Here's one way to speed things up:

while read i
do
    LOOK=$(echo $i)
    fgrep -r $LOOK /deta/filetosearch >> /data/output.txt
done < /data/datafile

When you do that for i in $(cat /data/datafile), you first spawn another process, but that process must cat out all of those lines before running the rest of the script. Plus, there's a good possibility that you'll overload the command line and lose some of the files on the end.

By using q while read loop and redirecting the input from /data/datafile, you eliminate the need to spawn a shell.

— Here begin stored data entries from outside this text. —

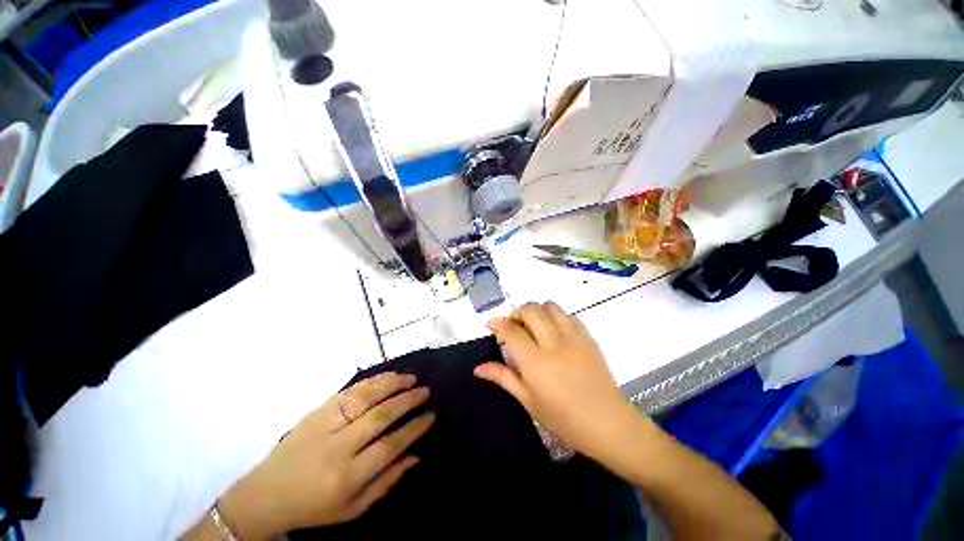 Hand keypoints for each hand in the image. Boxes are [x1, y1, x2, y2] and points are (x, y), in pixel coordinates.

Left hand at [218, 373, 433, 538]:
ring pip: (365, 397)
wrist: (264, 495)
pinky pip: (349, 390)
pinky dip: (372, 381)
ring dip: (392, 384)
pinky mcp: (316, 411)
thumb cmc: (314, 507)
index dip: (414, 428)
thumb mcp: (352, 509)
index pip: (390, 446)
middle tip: (425, 391)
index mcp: (346, 477)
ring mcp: (324, 425)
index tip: (431, 415)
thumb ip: (387, 481)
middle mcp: (336, 448)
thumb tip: (416, 454)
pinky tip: (387, 376)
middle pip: (379, 416)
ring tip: (411, 378)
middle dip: (407, 400)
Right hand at [475, 302, 644, 462]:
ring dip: (537, 310)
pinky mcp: (588, 337)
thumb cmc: (563, 418)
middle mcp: (553, 343)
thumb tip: (478, 368)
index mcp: (535, 362)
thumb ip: (503, 378)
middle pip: (530, 310)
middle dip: (516, 312)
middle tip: (513, 325)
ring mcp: (573, 338)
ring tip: (533, 325)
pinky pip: (569, 315)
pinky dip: (556, 316)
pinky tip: (554, 331)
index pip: (512, 331)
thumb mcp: (528, 401)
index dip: (498, 323)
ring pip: (550, 306)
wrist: (607, 423)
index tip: (493, 325) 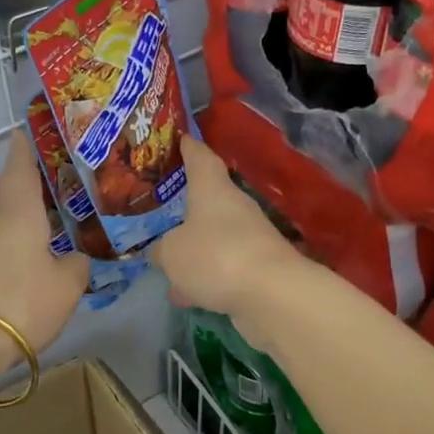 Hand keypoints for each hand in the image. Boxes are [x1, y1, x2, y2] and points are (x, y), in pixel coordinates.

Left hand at [0, 131, 88, 357]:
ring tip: (58, 201)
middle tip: (64, 168)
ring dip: (26, 199)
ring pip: (5, 206)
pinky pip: (3, 230)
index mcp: (19, 205)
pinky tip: (41, 238)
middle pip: (10, 180)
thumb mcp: (67, 283)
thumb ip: (78, 263)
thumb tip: (78, 256)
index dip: (31, 139)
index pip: (21, 157)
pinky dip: (21, 225)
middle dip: (32, 170)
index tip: (46, 126)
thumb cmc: (22, 300)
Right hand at [150, 136, 306, 328]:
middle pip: (208, 199)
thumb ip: (161, 250)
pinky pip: (223, 267)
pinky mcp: (259, 269)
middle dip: (186, 206)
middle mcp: (234, 207)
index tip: (180, 138)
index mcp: (212, 189)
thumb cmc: (216, 256)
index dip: (189, 147)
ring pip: (214, 237)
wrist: (273, 295)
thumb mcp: (172, 253)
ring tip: (166, 264)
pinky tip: (186, 295)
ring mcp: (250, 238)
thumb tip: (160, 251)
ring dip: (194, 249)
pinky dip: (205, 277)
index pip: (201, 158)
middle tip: (160, 209) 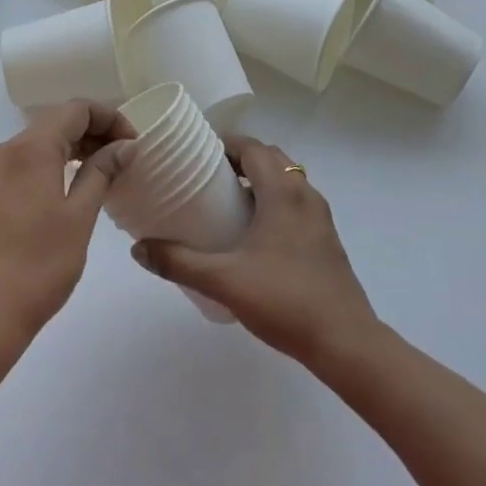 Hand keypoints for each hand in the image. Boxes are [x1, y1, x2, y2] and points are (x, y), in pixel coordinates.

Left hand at [0, 101, 131, 349]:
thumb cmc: (39, 266)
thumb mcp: (80, 217)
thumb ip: (102, 172)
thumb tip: (124, 146)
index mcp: (31, 148)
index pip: (76, 109)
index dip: (110, 118)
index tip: (133, 144)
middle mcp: (6, 149)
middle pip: (56, 121)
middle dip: (93, 132)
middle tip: (124, 159)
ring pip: (39, 142)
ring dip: (73, 148)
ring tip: (103, 172)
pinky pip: (24, 162)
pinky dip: (51, 164)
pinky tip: (69, 188)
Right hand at [133, 137, 379, 367]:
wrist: (345, 342)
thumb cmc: (285, 300)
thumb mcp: (224, 280)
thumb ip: (179, 262)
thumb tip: (139, 249)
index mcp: (284, 192)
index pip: (253, 147)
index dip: (226, 143)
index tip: (197, 153)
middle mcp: (305, 195)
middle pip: (271, 159)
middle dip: (240, 159)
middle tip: (206, 176)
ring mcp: (320, 218)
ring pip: (287, 181)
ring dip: (258, 181)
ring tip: (226, 202)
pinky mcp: (326, 240)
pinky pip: (296, 203)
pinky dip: (273, 202)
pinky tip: (254, 234) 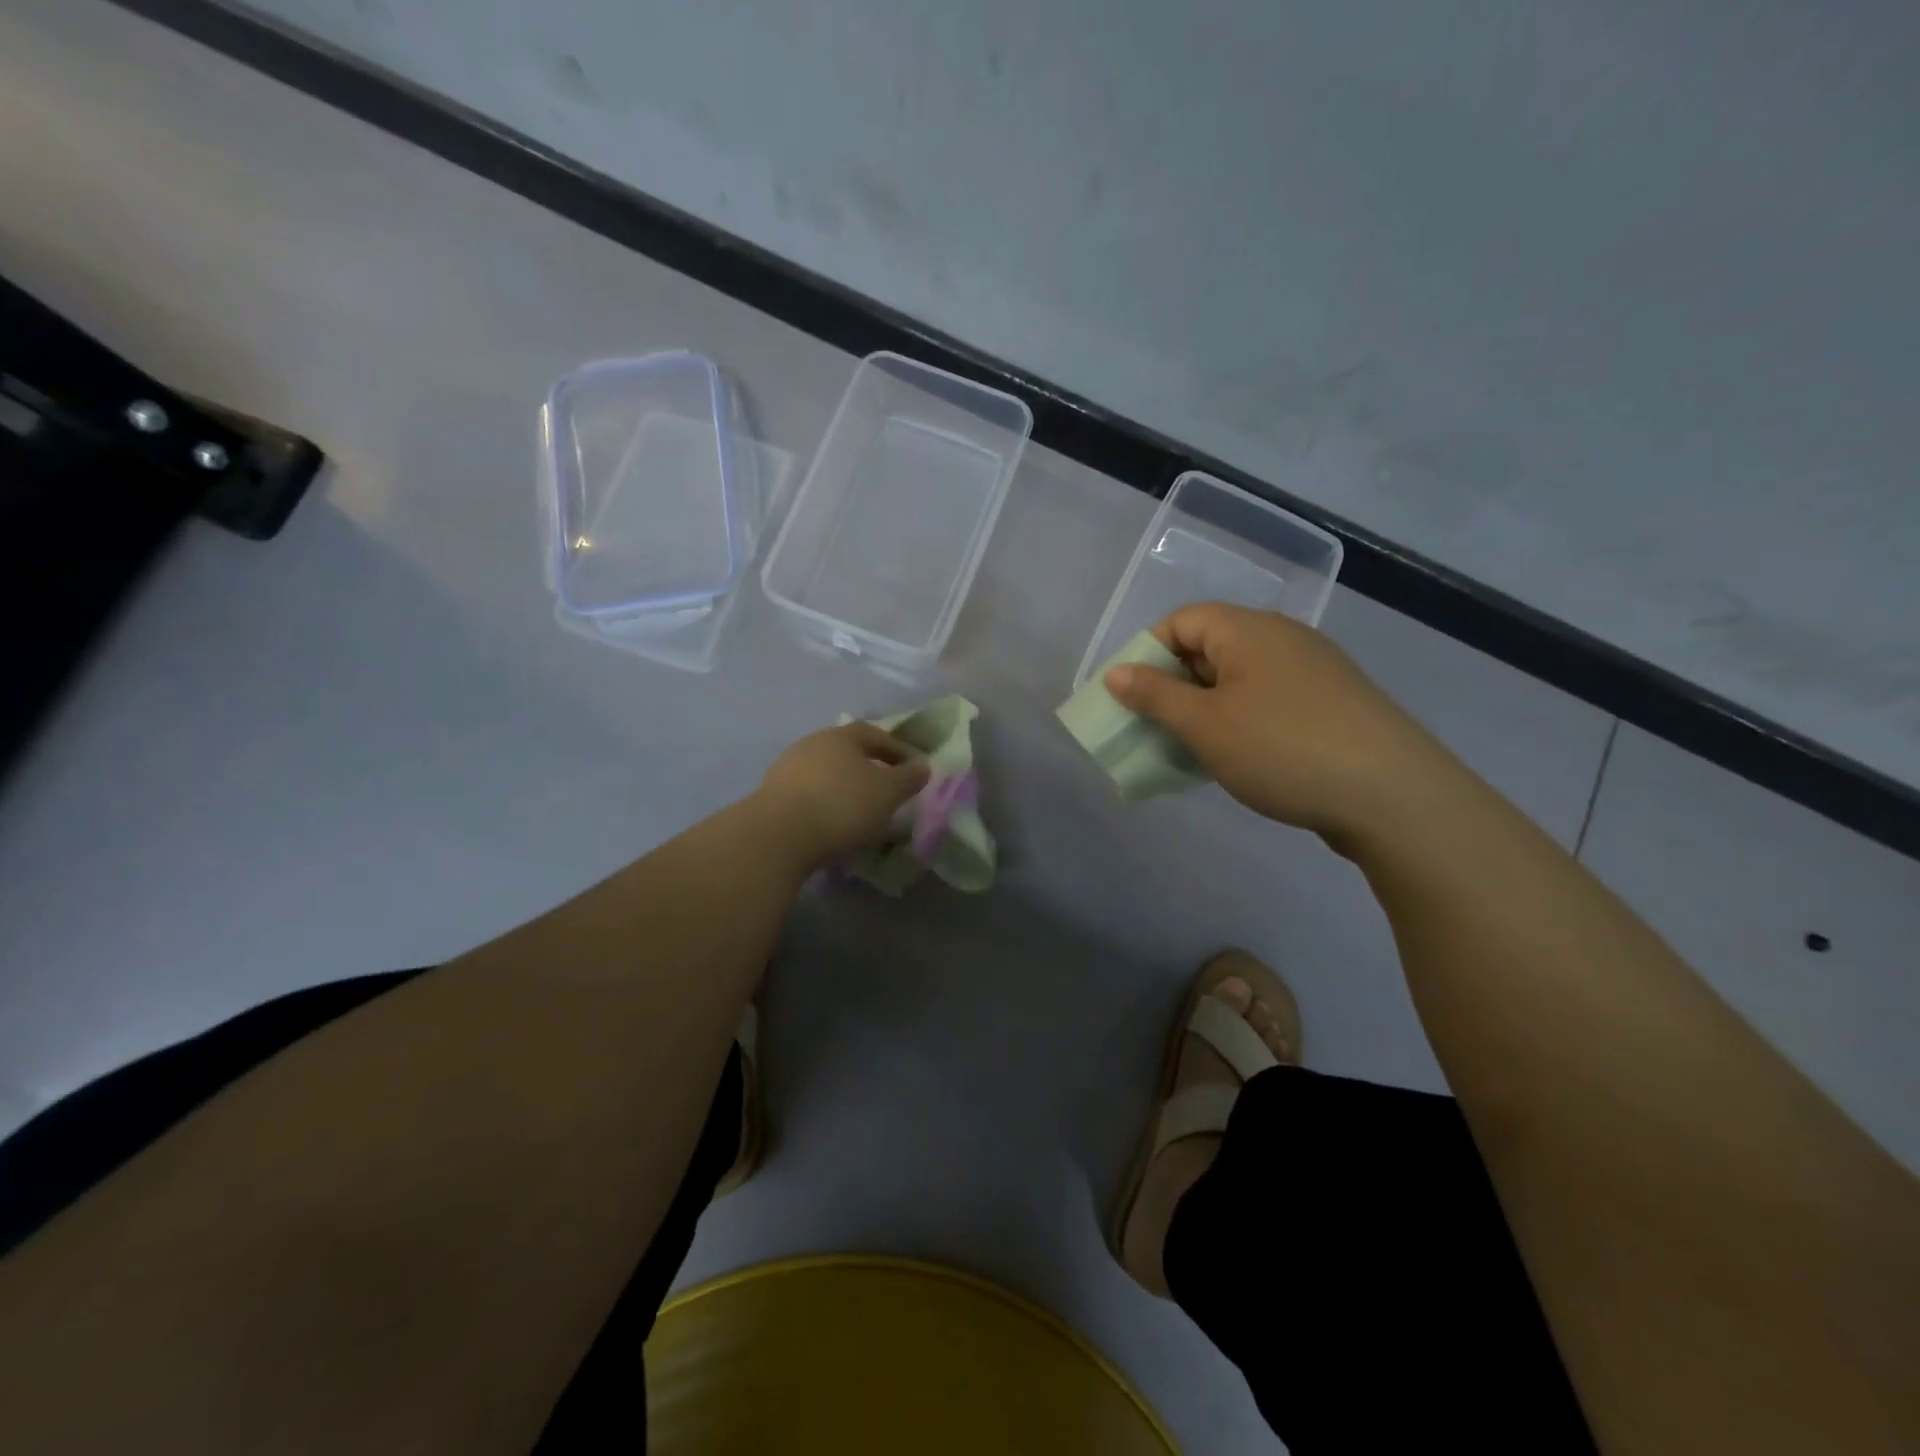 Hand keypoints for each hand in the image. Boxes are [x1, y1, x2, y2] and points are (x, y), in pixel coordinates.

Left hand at [754, 722, 930, 868]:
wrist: (779, 836)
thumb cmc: (842, 806)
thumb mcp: (887, 792)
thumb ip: (908, 778)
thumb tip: (922, 766)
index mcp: (840, 736)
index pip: (874, 734)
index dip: (897, 749)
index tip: (913, 769)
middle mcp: (811, 744)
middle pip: (846, 751)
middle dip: (868, 767)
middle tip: (886, 788)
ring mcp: (786, 769)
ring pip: (825, 773)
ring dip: (843, 787)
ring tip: (860, 810)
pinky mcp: (771, 796)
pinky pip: (807, 794)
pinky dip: (824, 804)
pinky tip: (832, 823)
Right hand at [1104, 603, 1463, 844]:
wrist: (1393, 795)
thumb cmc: (1281, 748)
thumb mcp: (1204, 724)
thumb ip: (1154, 696)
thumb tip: (1116, 673)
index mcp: (1248, 630)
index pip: (1182, 621)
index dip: (1147, 654)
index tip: (1131, 698)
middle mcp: (1282, 639)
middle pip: (1209, 649)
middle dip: (1172, 688)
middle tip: (1153, 730)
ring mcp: (1312, 672)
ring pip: (1238, 680)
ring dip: (1204, 711)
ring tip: (1189, 751)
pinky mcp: (1331, 705)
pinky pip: (1267, 702)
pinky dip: (1239, 723)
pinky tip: (1236, 760)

Plus, your script will immediately start reading through the while loop without first having to cat out the entire /data/datafile.

If $i are a list of directories, and you are interested in the files underneath, I wonder if find might be a bit faster than fgrep -r.

while read i do LOOK=$(echo $i) find $i -type f | xargs fgrep $LOOK >> /data/output.txt done < /data/datafile

The xargs will take the output of find, and run as many files as possible under a single fgrep. The xargs can be dangerous if file names in those directories contain whitespace or other strange characters. You can try (depending upon the system), something like this:

find $i -type f -print0 | xargs --null fgrep $LOOK >> /data/output.txt

On the Mac it's

find $i -type f -print0 | xargs -0 fgrep $LOOK >> /data/output.txt

As others have stated, if you have the GNU version of grep, you can give it the -f flag and include your /data/datafile. Then, you can completely eliminate the loop.

Another possibility is to switch to Perl or Python which actually will run faster than the shell will, and give you a bit more flexibility.

David W.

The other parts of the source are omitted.